* _TASK DIRECTIONS_:
Copy out every line of the data exactly; do not include the images.

* _MATERIAL FOR THIS TASK_:
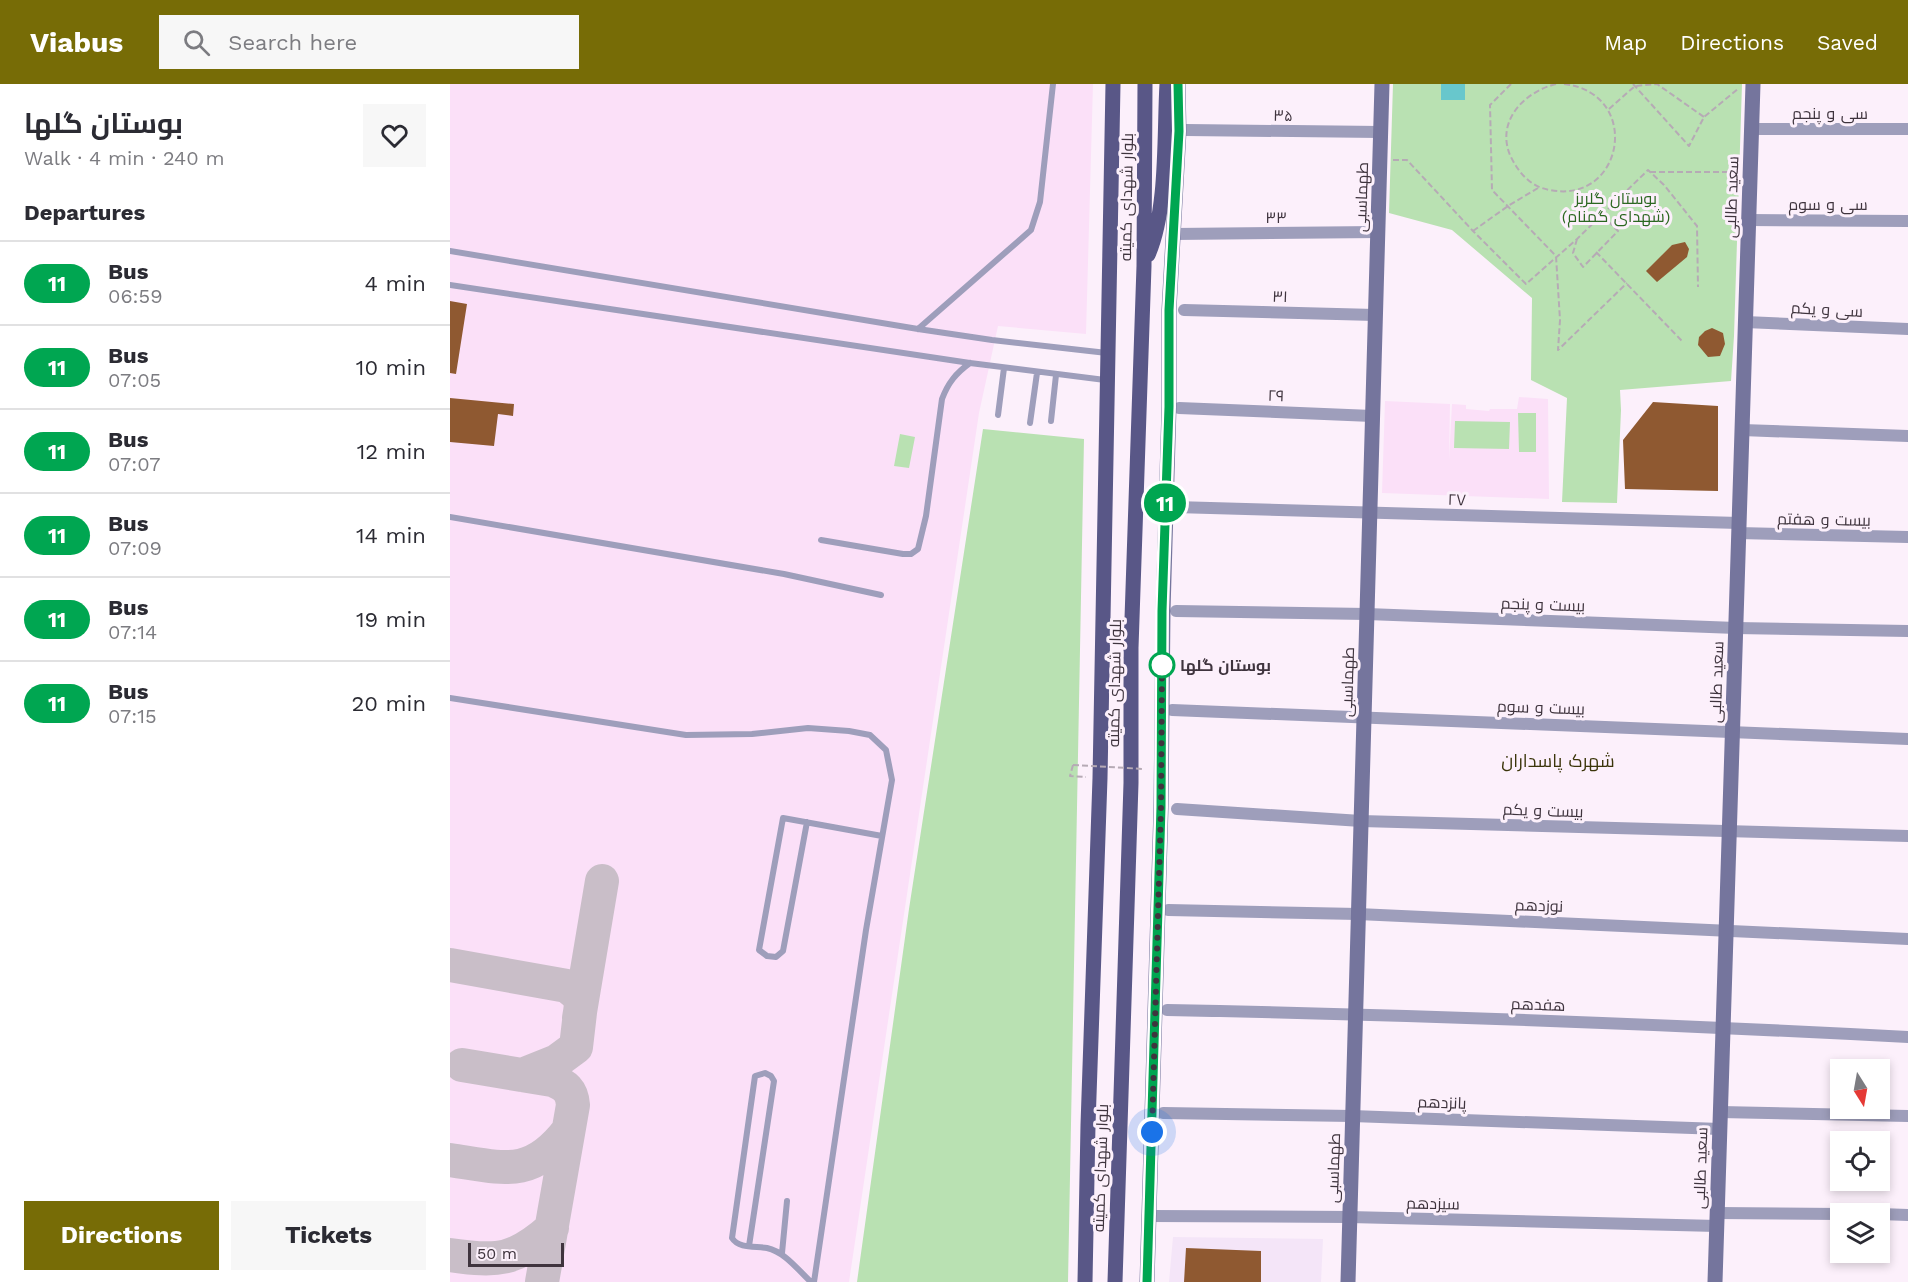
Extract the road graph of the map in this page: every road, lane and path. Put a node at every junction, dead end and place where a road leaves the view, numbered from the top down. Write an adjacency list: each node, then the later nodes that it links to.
1 (1053, 84): 42 (lane)
2 (1113, 84): 45 (main road, بلوار شهدای کمیته)
3 (1145, 84): 35 (main road, بلوار شهدای کمیته)
4 (1167, 84): 35 (main road)
5 (1178, 84): 30 (street)
6 (1382, 84): 19 (street, طهماسبی)
7 (1511, 84): 24 (path)
8 (1556, 84): 23 (path)
9 (1564, 84): 14 (path)
10 (1656, 84): 13 (path); 15 (path)
11 (1742, 84): 15 (path)
12 (1753, 84): 16 (street, سعید طالبی)
13 (1634, 85): 14 (path); 15 (path)
14 (1608, 109): 23 (path)
15 (1704, 117)
16 (1751, 129): 17 (street, سی و پنجم); 26 (street, سعید طالبی)
17 (1908, 129)
18 (1186, 130): 19 (street, ۳۵)
19 (1380, 132): 29 (street, طهماسبی)
20 (1390, 160): 28 (path)
21 (1650, 172): 22 (path); 25 (path); 38 (path)
22 (1739, 172)
23 (1539, 187): 24 (path)
24 (1508, 206): 28 (path); 34 (path)
25 (1601, 214): 31 (path); 33 (path)
26 (1748, 220): 27 (street, سی و سوم); 41 (street, سعید طالبی)
27 (1908, 221)
28 (1473, 231): 34 (path)
29 (1378, 232): 30 (street, ۳۳); 40 (street, طهماسبی)
30 (1174, 234): 99 (street)
31 (1577, 239): 33 (path); 34 (path)
32 (450, 251): 42 (lane)
33 (1596, 252): 36 (path)
34 (1556, 256): 36 (path)
35 (1143, 266): 106 (main road, بلوار شهدای کمیته)
36 (1627, 283): 44 (path)
37 (450, 285): 46 (lane)
38 (1698, 287)
39 (1184, 310): 40 (street, ۳۱)
40 (1375, 315): 53 (street, طهماسبی)
41 (1745, 322): 43 (street, سی و یکم); 56 (street, سعید طالبی)
42 (918, 329): 45 (lane)
43 (1908, 329)
44 (1682, 341)
45 (1109, 353): 50 (main road, بلوار شهدای کمیته)
46 (970, 363): 47 (lane); 63 (lane)
47 (1004, 368): 48 (lane); 52 (lane)
48 (1037, 373): 49 (lane); 55 (lane)
49 (1056, 375): 50 (lane); 54 (lane)
50 (1108, 380): 105 (main road, بلوار شهدای کمیته)
51 (1179, 408): 53 (street, ۲۹)
52 (998, 415)
53 (1372, 416): 59 (street, طهماسبی)
54 (1051, 421)
55 (1030, 423)
56 (1742, 430): 57 (street); 61 (street, سعید طالبی)
57 (1908, 436)
58 (1175, 507): 59 (street, ۲۷)
59 (1370, 513): 61 (street, ۲۷); 66 (street, طهماسبی)
60 (450, 517): 64 (lane)
61 (1739, 528): 62 (street, بیست و هفتم); 67 (street, سعید طالبی)
62 (1908, 537)
63 (821, 540)
64 (881, 595)
65 (1176, 612): 66 (street, بیست و پنجم)
66 (1367, 614): 67 (street, بیست و پنجم); 71 (street, طهماسبی)
67 (1736, 628): 68 (street, بیست و پنجم); 72 (street, سعید طالبی)
68 (1908, 632)
69 (450, 698): 80 (lane)
70 (1172, 710): 71 (street, بیست و سوم)
71 (1364, 716): 72 (street, بیست و سوم); 77 (street, طهماسبی)
72 (1732, 731): 73 (street, بیست و سوم); 79 (street, سعید طالبی)
73 (1908, 738)
74 (1144, 769): 75 (path, bridge)
75 (1070, 776)
76 (1177, 809): 77 (street, بیست و یکم)
77 (1361, 821): 79 (street, بیست و یکم); 83 (street, طهماسبی)
78 (807, 822): 78 (lane); 80 (lane)
79 (1729, 831): 81 (street, بیست و یکم); 84 (street, سعید طالبی)
80 (882, 836): 104 (lane)
81 (1908, 836)
82 (1168, 910): 83 (street, نوزدهم)
83 (1358, 914): 84 (street, نوزدهم); 87 (street, طهماسبی)
84 (1726, 930): 85 (street, نوزدهم); 88 (street, سعید طالبی)
85 (1908, 939)
86 (1167, 1010): 87 (street, هفدهم)
87 (1355, 1014): 88 (street, هفدهم); 92 (street, طهماسبی)
88 (1723, 1028): 89 (street, هفدهم); 90 (street, سعید طالبی)
89 (1908, 1037)
90 (1720, 1112): 93 (street); 94 (street, سعید طالبی)
91 (1163, 1113): 92 (street, پانزدهم)
92 (1352, 1116): 94 (street, پانزدهم); 100 (street, طهماسبی)
93 (1908, 1116)
94 (1720, 1129): 101 (street, سعید طالبی)
95 (787, 1201): 103 (lane)
96 (1830, 1214): 101 (street, سیزدهم)
97 (1890, 1214): 98 (street)
98 (1908, 1215)
99 (1150, 1216): 100 (street, سیزدهم); 107 (street)
100 (1349, 1217): 101 (street, سیزدهم); 108 (street, طهماسبی)
101 (1717, 1219): 109 (street, سعید طالبی)
102 (749, 1246): 102 (lane); 103 (lane)
103 (782, 1253): 104 (lane)
104 (813, 1282)
105 (1085, 1282)
106 (1115, 1282)
107 (1147, 1282)
108 (1348, 1282)
109 (1715, 1282)

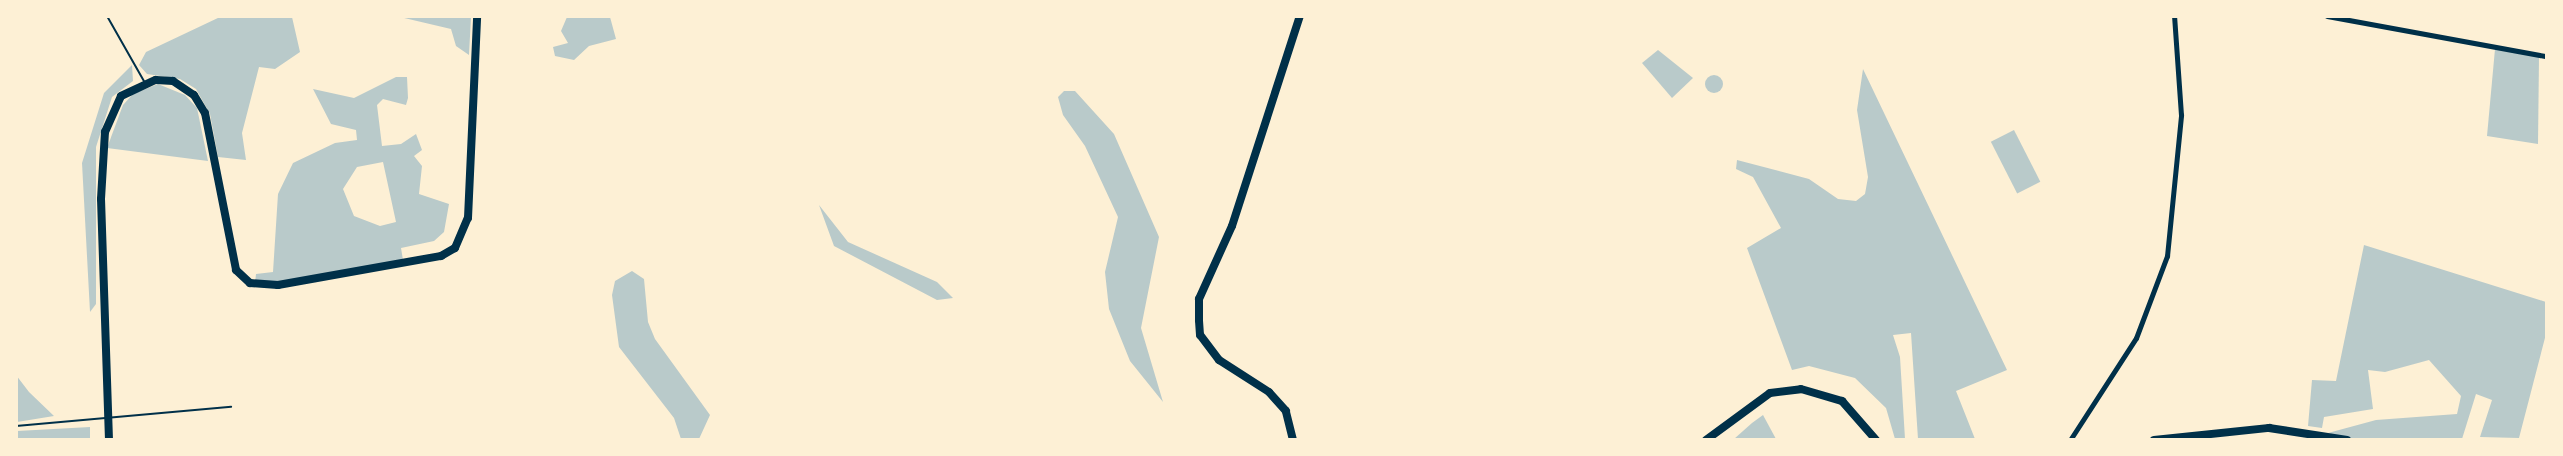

* _TASK ANSWER_:
Extract the road graph of the map in this page: every road, lane and path. Put a node at every junction, dead end and place where a road leaves the view, numbered from the top down. Write an adjacency list: each node, then the later nodes that it links to.
1 (1053, 84): 42 (lane)
2 (1113, 84): 45 (main road, بلوار شهدای کمیته)
3 (1145, 84): 35 (main road, بلوار شهدای کمیته)
4 (1167, 84): 35 (main road)
5 (1178, 84): 30 (street)
6 (1382, 84): 19 (street, طهماسبی)
7 (1511, 84): 24 (path)
8 (1556, 84): 23 (path)
9 (1564, 84): 14 (path)
10 (1656, 84): 13 (path); 15 (path)
11 (1742, 84): 15 (path)
12 (1753, 84): 16 (street, سعید طالبی)
13 (1634, 85): 14 (path); 15 (path)
14 (1608, 109): 23 (path)
15 (1704, 117)
16 (1751, 129): 17 (street, سی و پنجم); 26 (street, سعید طالبی)
17 (1908, 129)
18 (1186, 130): 19 (street, ۳۵)
19 (1380, 132): 29 (street, طهماسبی)
20 (1390, 160): 28 (path)
21 (1650, 172): 22 (path); 25 (path); 38 (path)
22 (1739, 172)
23 (1539, 187): 24 (path)
24 (1508, 206): 28 (path); 34 (path)
25 (1601, 214): 31 (path); 33 (path)
26 (1748, 220): 27 (street, سی و سوم); 41 (street, سعید طالبی)
27 (1908, 221)
28 (1473, 231): 34 (path)
29 (1378, 232): 30 (street, ۳۳); 40 (street, طهماسبی)
30 (1174, 234): 99 (street)
31 (1577, 239): 33 (path); 34 (path)
32 (450, 251): 42 (lane)
33 (1596, 252): 36 (path)
34 (1556, 256): 36 (path)
35 (1143, 266): 106 (main road, بلوار شهدای کمیته)
36 (1627, 283): 44 (path)
37 (450, 285): 46 (lane)
38 (1698, 287)
39 (1184, 310): 40 (street, ۳۱)
40 (1375, 315): 53 (street, طهماسبی)
41 (1745, 322): 43 (street, سی و یکم); 56 (street, سعید طالبی)
42 (918, 329): 45 (lane)
43 (1908, 329)
44 (1682, 341)
45 (1109, 353): 50 (main road, بلوار شهدای کمیته)
46 (970, 363): 47 (lane); 63 (lane)
47 (1004, 368): 48 (lane); 52 (lane)
48 (1037, 373): 49 (lane); 55 (lane)
49 (1056, 375): 50 (lane); 54 (lane)
50 (1108, 380): 105 (main road, بلوار شهدای کمیته)
51 (1179, 408): 53 (street, ۲۹)
52 (998, 415)
53 (1372, 416): 59 (street, طهماسبی)
54 (1051, 421)
55 (1030, 423)
56 (1742, 430): 57 (street); 61 (street, سعید طالبی)
57 (1908, 436)
58 (1175, 507): 59 (street, ۲۷)
59 (1370, 513): 61 (street, ۲۷); 66 (street, طهماسبی)
60 (450, 517): 64 (lane)
61 (1739, 528): 62 (street, بیست و هفتم); 67 (street, سعید طالبی)
62 (1908, 537)
63 (821, 540)
64 (881, 595)
65 (1176, 612): 66 (street, بیست و پنجم)
66 (1367, 614): 67 (street, بیست و پنجم); 71 (street, طهماسبی)
67 (1736, 628): 68 (street, بیست و پنجم); 72 (street, سعید طالبی)
68 (1908, 632)
69 (450, 698): 80 (lane)
70 (1172, 710): 71 (street, بیست و سوم)
71 (1364, 716): 72 (street, بیست و سوم); 77 (street, طهماسبی)
72 (1732, 731): 73 (street, بیست و سوم); 79 (street, سعید طالبی)
73 (1908, 738)
74 (1144, 769): 75 (path, bridge)
75 (1070, 776)
76 (1177, 809): 77 (street, بیست و یکم)
77 (1361, 821): 79 (street, بیست و یکم); 83 (street, طهماسبی)
78 (807, 822): 78 (lane); 80 (lane)
79 (1729, 831): 81 (street, بیست و یکم); 84 (street, سعید طالبی)
80 (882, 836): 104 (lane)
81 (1908, 836)
82 (1168, 910): 83 (street, نوزدهم)
83 (1358, 914): 84 (street, نوزدهم); 87 (street, طهماسبی)
84 (1726, 930): 85 (street, نوزدهم); 88 (street, سعید طالبی)
85 (1908, 939)
86 (1167, 1010): 87 (street, هفدهم)
87 (1355, 1014): 88 (street, هفدهم); 92 (street, طهماسبی)
88 (1723, 1028): 89 (street, هفدهم); 90 (street, سعید طالبی)
89 (1908, 1037)
90 (1720, 1112): 93 (street); 94 (street, سعید طالبی)
91 (1163, 1113): 92 (street, پانزدهم)
92 (1352, 1116): 94 (street, پانزدهم); 100 (street, طهماسبی)
93 (1908, 1116)
94 (1720, 1129): 101 (street, سعید طالبی)
95 (787, 1201): 103 (lane)
96 (1830, 1214): 101 (street, سیزدهم)
97 (1890, 1214): 98 (street)
98 (1908, 1215)
99 (1150, 1216): 100 (street, سیزدهم); 107 (street)
100 (1349, 1217): 101 (street, سیزدهم); 108 (street, طهماسبی)
101 (1717, 1219): 109 (street, سعید طالبی)
102 (749, 1246): 102 (lane); 103 (lane)
103 (782, 1253): 104 (lane)
104 (813, 1282)
105 (1085, 1282)
106 (1115, 1282)
107 (1147, 1282)
108 (1348, 1282)
109 (1715, 1282)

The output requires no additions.